Moholy-Nagy used images of hands in a number of his Photograms: they take on a quality which is at once archetypal and anonymous, and yet infused with a sense of personal and bodily agency; the fact that the artist's left thumb was shattered by shrapnel during his service in World War One grants a sense of defiance to the motif of creative power. Throughout his career, he continued to return to the Photogram as an enduring medium of expression, and his wife, the artist Lucia Schulz, who had studied philosophy and art history and was also a gifted photographer, also began experimenting with photograms in 1922. At the School of Design in Chicago, which Moholy-Nagy founded in 1939, courses in the "light laboratory" were a core element of the program, with many students creating photograms in the style of their teacher. Moholy-Nagy's photograms influenced subsequent artists including Arthur Siegel, who studied with him, and, more recently, Thomas Ruff.

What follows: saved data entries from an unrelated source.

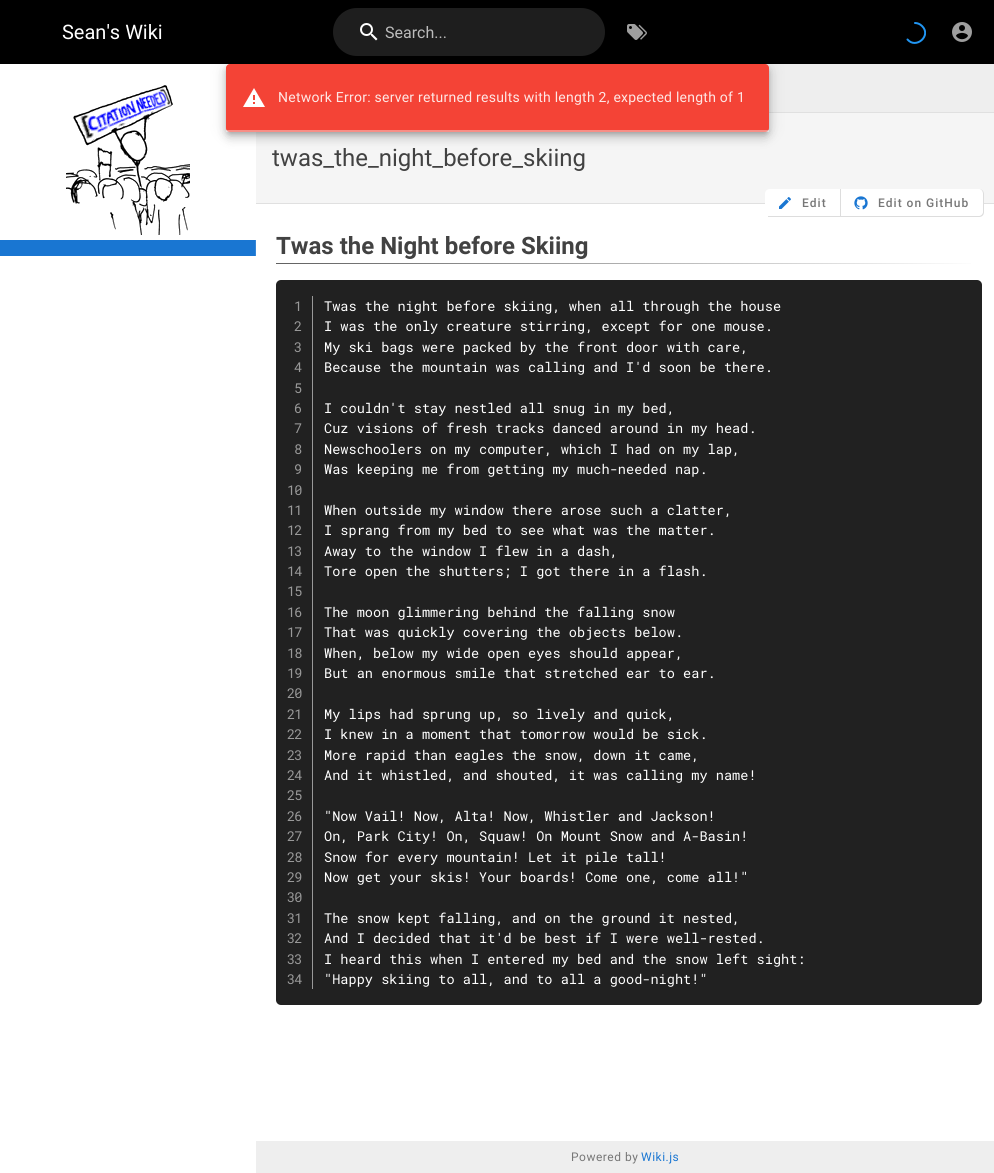 import math
import cairo

surface = cairo.ImageSurface(cairo.FORMAT_RGB24, 994, 1173)
cr = cairo.Context(surface)
options = cairo.FontOptions()
options.set_hint_metrics(cairo.HINT_METRICS_OFF)
options.set_hint_style(cairo.HINT_STYLE_NONE)
cr.set_font_options(options)
cr.set_miter_limit(4)


def rgb(code):
    cr.set_source_rgb(*(v / 255 for v in bytes.fromhex(code[-6:])))


def tracked(x, y, s, letter, word):
    cr.move_to(x, y)
    for ch in s:
        cr.show_text(ch)
        cr.rel_move_to(letter + word * (ch == ' '), 0)


def rrect(x, y, w, h, r):
    cr.new_sub_path()
    for i, (u, v) in enumerate([(x + w - r, y + h - r), (x + r, y + h - r), (x + r, y + r), (x + w - r, y + r)]):
        cr.arc(u, v, r, i * math.pi / 2, (i + 1) * math.pi / 2)
    cr.close_path()


def soft_shadow(x, y, w, h, r, blur, alpha):
    cr.push_group_with_content(cairo.CONTENT_ALPHA)
    cr.set_operator(cairo.OPERATOR_SOURCE)
    for i in range(15, -16, -2):
        e = blur * i / 6
        if min(w, h) + 2 * e > 0:
            cr.set_source_rgba(0, 0, 0, alpha * math.erfc((i - 1) / 8.5) / 2)
            rrect(x - e, y - e, w + 2 * e, h + 2 * e, max(0, min(r + e + blur * .6, min(w, h) / 2 + e)))
            cr.fill()
    cr.mask(cr.pop_group())


def image(path, x, y, w, h):
    cr.save()
    cr.set_source_surface(cairo.ImageSurface.create_from_png(path), x, y)
    cr.rectangle(x, y, w, h)
    cr.fill()
    cr.restore()


rgb("#ffffff")
cr.paint()
rgb("#000000")
cr.rectangle(0, 0, 994, 64)
cr.fill()
rgb("#1e1e1e")
rrect(333, 8, 272, 48, 24)
cr.fill()
image("img/1.png", 360, 23, 18, 18)
image("img/2.png", 627, 24, 20, 16)
cr.save()
cr.rectangle(904, 22, 22, 22)
cr.clip()
cr.new_path()
cr.move_to(915, 23)
cr.curve_to(917.5, 23, 920, 24, 922, 26)
cr.curve_to(932, 35.5, 916, 49.5, 907.5, 39.5)
rgb("#2196f3")
cr.set_line_cap(cairo.LINE_CAP_ROUND)
cr.stroke()
cr.restore()
image("img/3.png", 952, 22, 20, 20)
image("img/4.png", 66, 85, 124, 150)
for x, y, w, h, color in [
    (0, 240, 255, 16, "#1976d2"),
    (255, 240, 1, 16, "#3586d7"),
    (765, 64, 229, 48, "#eeeeee"),
    (769, 112, 225, 1, "#e0e0e0"),
    (256, 113, 738, 90, "#f5f5f5"),
]:
    rgb(color)
    cr.rectangle(x, y, w, h)
    cr.fill()
rgb("#000000")
soft_shadow(226, 65, 543, 68, 4, 9, 0.12)
soft_shadow(226, 70, 543, 68, 4, 5, 0.14)
soft_shadow(227, 68, 541, 66, 3, 2.5, 0.2)
rgb("#f44336")
rrect(226, 64, 543, 68, 4)
cr.fill()
image("img/5.png", 243, 88, 22, 19)
cr.set_source_rgba(1, 1, 1, 0.4)
cr.rectangle(226, 130, 543, 2)
cr.fill()
rgb("#e0e0e0")
cr.rectangle(256, 203, 738, 1)
cr.fill()
rgb("#ffffff")
cr.new_path()
cr.move_to(770, 189)
cr.line_to(841, 189)
cr.line_to(841, 217)
cr.line_to(770, 217)
cr.curve_to(767, 217, 765, 215, 765, 212)
cr.line_to(765, 194)
cr.curve_to(765, 191, 767, 189, 770, 189)
cr.close_path()
cr.fill()
rgb("#dddddd")
cr.rectangle(840, 189, 1, 28)
cr.fill()
cr.rectangle(768, 216, 73, 1)
cr.fill()
image("img/6.png", 779, 197, 12, 12)
rgb("#ffffff")
cr.new_path()
cr.move_to(841, 189)
cr.line_to(979, 189)
cr.curve_to(982, 189, 984, 191, 984, 194)
cr.line_to(984, 212)
cr.curve_to(984, 215, 982, 217, 979, 217)
cr.line_to(841, 217)
cr.close_path()
cr.fill()
rgb("#dddddd")
cr.set_fill_rule(cairo.FILL_RULE_EVEN_ODD)
cr.new_path()
cr.move_to(841, 189)
cr.line_to(979, 189)
cr.curve_to(982, 189, 984, 191, 984, 194)
cr.line_to(984, 212)
cr.curve_to(984, 215, 982, 217, 979, 217)
cr.line_to(841, 217)
cr.close_path()
cr.move_to(841, 189)
cr.line_to(979, 189)
cr.curve_to(981, 189, 983, 191, 983, 194)
cr.line_to(983, 212)
cr.curve_to(983, 214, 981, 216, 979, 216)
cr.line_to(841, 216)
cr.close_path()
cr.fill()
image("img/7.png", 854, 196, 14, 14)
gradient = cairo.LinearGradient(276, 264, 982, 264)
gradient.add_color_stop_rgba(0, 0.38, 0.38, 0.38, 1)
gradient.add_color_stop_rgba(1, 1, 1, 1, 1)
cr.set_source(gradient)
cr.rectangle(276, 263, 695, 1)
cr.fill()
rgb("#212121")
rrect(276, 280, 706, 725, 5)
cr.fill()
rgb("#999999")
cr.rectangle(312, 296, 1, 693)
cr.fill()
rgb("#eeeeee")
cr.rectangle(256, 1141, 738, 32)
cr.fill()
cr.select_font_face("Roboto")
cr.set_font_size(20)
rgb("#ffffff")
cr.move_to(62, 39)
cr.show_text("Sean's Wiki")
cr.set_font_size(16)
rgb("#bcbcbc")
cr.move_to(385, 38)
cr.show_text("Search...")
cr.set_font_size(14)
rgb("#fee7e5")
tracked(278, 102, "Network Error: server returned results with length 2, expected length of 1", 0.25, 0)
cr.set_font_size(24)
rgb("#424242")
cr.move_to(272, 166)
cr.show_text("twas_the_night_before_skiing")
cr.select_font_face("Roboto Medium")
cr.set_font_size(12)
rgb("#777777")
tracked(802, 207, "Edit", 1, 0)
tracked(878, 207, "Edit on GitHub", 1, 0)
cr.select_font_face("Roboto", cairo.FONT_SLANT_NORMAL, cairo.FONT_WEIGHT_BOLD)
cr.set_font_size(24)
rgb("#424242")
cr.move_to(276, 254)
cr.show_text("Twas the Night before Skiing")
cr.select_font_face("Roboto Mono")
cr.set_font_size(13.6)
rgb("#999999")
for x, y, s in [
    (294, 311, "1"),
    (294, 331, "2"),
    (294, 352, "3"),
    (294, 372, "4"),
    (294, 393, "5"),
    (294, 413, "6"),
    (294, 433, "7"),
    (294, 454, "8"),
    (294, 474, "9"),
    (287, 495, "10"),
    (287, 515, "11"),
    (287, 535, "12"),
    (287, 556, "13"),
    (287, 576, "14"),
    (287, 596, "15"),
    (287, 617, "16"),
    (287, 637, "17"),
    (287, 658, "18"),
    (287, 678, "19"),
    (287, 698, "20"),
    (287, 719, "21"),
    (287, 739, "22"),
    (287, 760, "23"),
    (287, 780, "24"),
    (287, 800, "25"),
    (287, 821, "26"),
    (287, 841, "27"),
    (287, 862, "28"),
    (287, 882, "29"),
    (287, 902, "30"),
    (287, 923, "31"),
    (287, 943, "32"),
    (287, 964, "33"),
    (287, 984, "34"),
]:
    tracked(x, y, s, -1, 0)
rgb("#ffffff")
for x, y, s in [
    (324, 311, "Twas the night before skiing, when all through the house"),
    (324, 331, "I was the only creature stirring, except for one mouse."),
    (324, 352, "My ski bags were packed by the front door with care,"),
    (324, 372, "Because the mountain was calling and I'd soon be there."),
    (324, 413, "I couldn't stay nestled all snug in my bed,"),
    (324, 433, "Cuz visions of fresh tracks danced around in my head."),
    (324, 454, "Newschoolers on my computer, which I had on my lap,"),
    (324, 474, "Was keeping me from getting my much-needed nap."),
    (324, 515, "When outside my window there arose such a clatter,"),
    (324, 535, "I sprang from my bed to see what was the matter."),
    (324, 556, "Away to the window I flew in a dash,"),
    (324, 576, "Tore open the shutters; I got there in a flash."),
    (324, 617, "The moon glimmering behind the falling snow"),
    (324, 637, "That was quickly covering the objects below."),
    (324, 658, "When, below my wide open eyes should appear,"),
    (324, 678, "But an enormous smile that stretched ear to ear."),
    (324, 719, "My lips had sprung up, so lively and quick,"),
    (324, 739, "I knew in a moment that tomorrow would be sick."),
    (324, 760, "More rapid than eagles the snow, down it came,"),
    (324, 780, "And it whistled, and shouted, it was calling my name!"),
    (324, 821, "\"Now Vail! Now, Alta! Now, Whistler and Jackson!"),
    (324, 841, "On, Park City! On, Squaw! On Mount Snow and A-Basin!"),
    (324, 862, "Snow for every mountain! Let it pile tall!"),
    (324, 882, "Now get your skis! Your boards! Come one, come all!\""),
    (324, 923, "The snow kept falling, and on the ground it nested,"),
    (324, 943, "And I decided that it'd be best if I were well-rested."),
    (324, 964, "I heard this when I entered my bed and the snow left sight:"),
    (324, 984, "\"Happy skiing to all, and to all a good-night!\""),
]:
    cr.move_to(x, y)
    cr.show_text(s)
cr.select_font_face("Roboto")
cr.set_font_size(12)
rgb("#777777")
tracked(571, 1161, "Powered by", 0.5, 0)
rgb("#1976d2")
tracked(641, 1161, "Wiki.js", 0.5, 0)
surface.write_to_png("page.png")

Gelatin silver print - The Metropolitan Museum of Art, New York

1926

Puppen, Ascona (Dolls, Ascona)

This uncharacteristically macabre image shows two dolls from an aerial perspective, lying on a white piece of cloth on a sunlit concrete balcony. The balcony's wooden screen diagonally transverses the upper left corner, casting a harsh grid of shadows across the balcony and the dolls. The doll on the left turns with an animated expression toward the other doll that lies, legless, with its eyes closed and head back, as if injured. The aerial perspective and nod to Constructivist compositional grid through the use of shadow-play create a jarring contrast with the connotations of violence and internment, which seem to refer with biographical pointedness to the horrors of World War One, a conflict in which Moholy-Nagy had served bravely.

Moholy-Nagy took this photograph while on vacation with Oskar Schlemmer, an artist and fellow Bauhaus instructor, at Casa Fantoni in Ascona, Switzerland. Moholy-Nagy, though he preferred to concentrate on his Photograms and on images of architecture, explored a surprisingly wide variety of photographical styles, and always held that it was the true medium of the twentieth century: "[i]t is not the person ignorant of writing but the one ignorant of photography", he asserted, "who will be the illiterate of the future." This particular image shows the influence of Straight Photography in its use of harsh contrast, dramatic shadow play and straight clean lines, but the limbless, lifeless, yet anthropomorphic protagonist pushes it into the uncanny world of Surrealism. Publishing the photograph in the second edition of Painting, Photography and Film in 1927, Moholy-Nagy included the following caption: "[t]he organization of the light and shade, the criss-crossing of the shadows removes the toy into the realm of the fantastic."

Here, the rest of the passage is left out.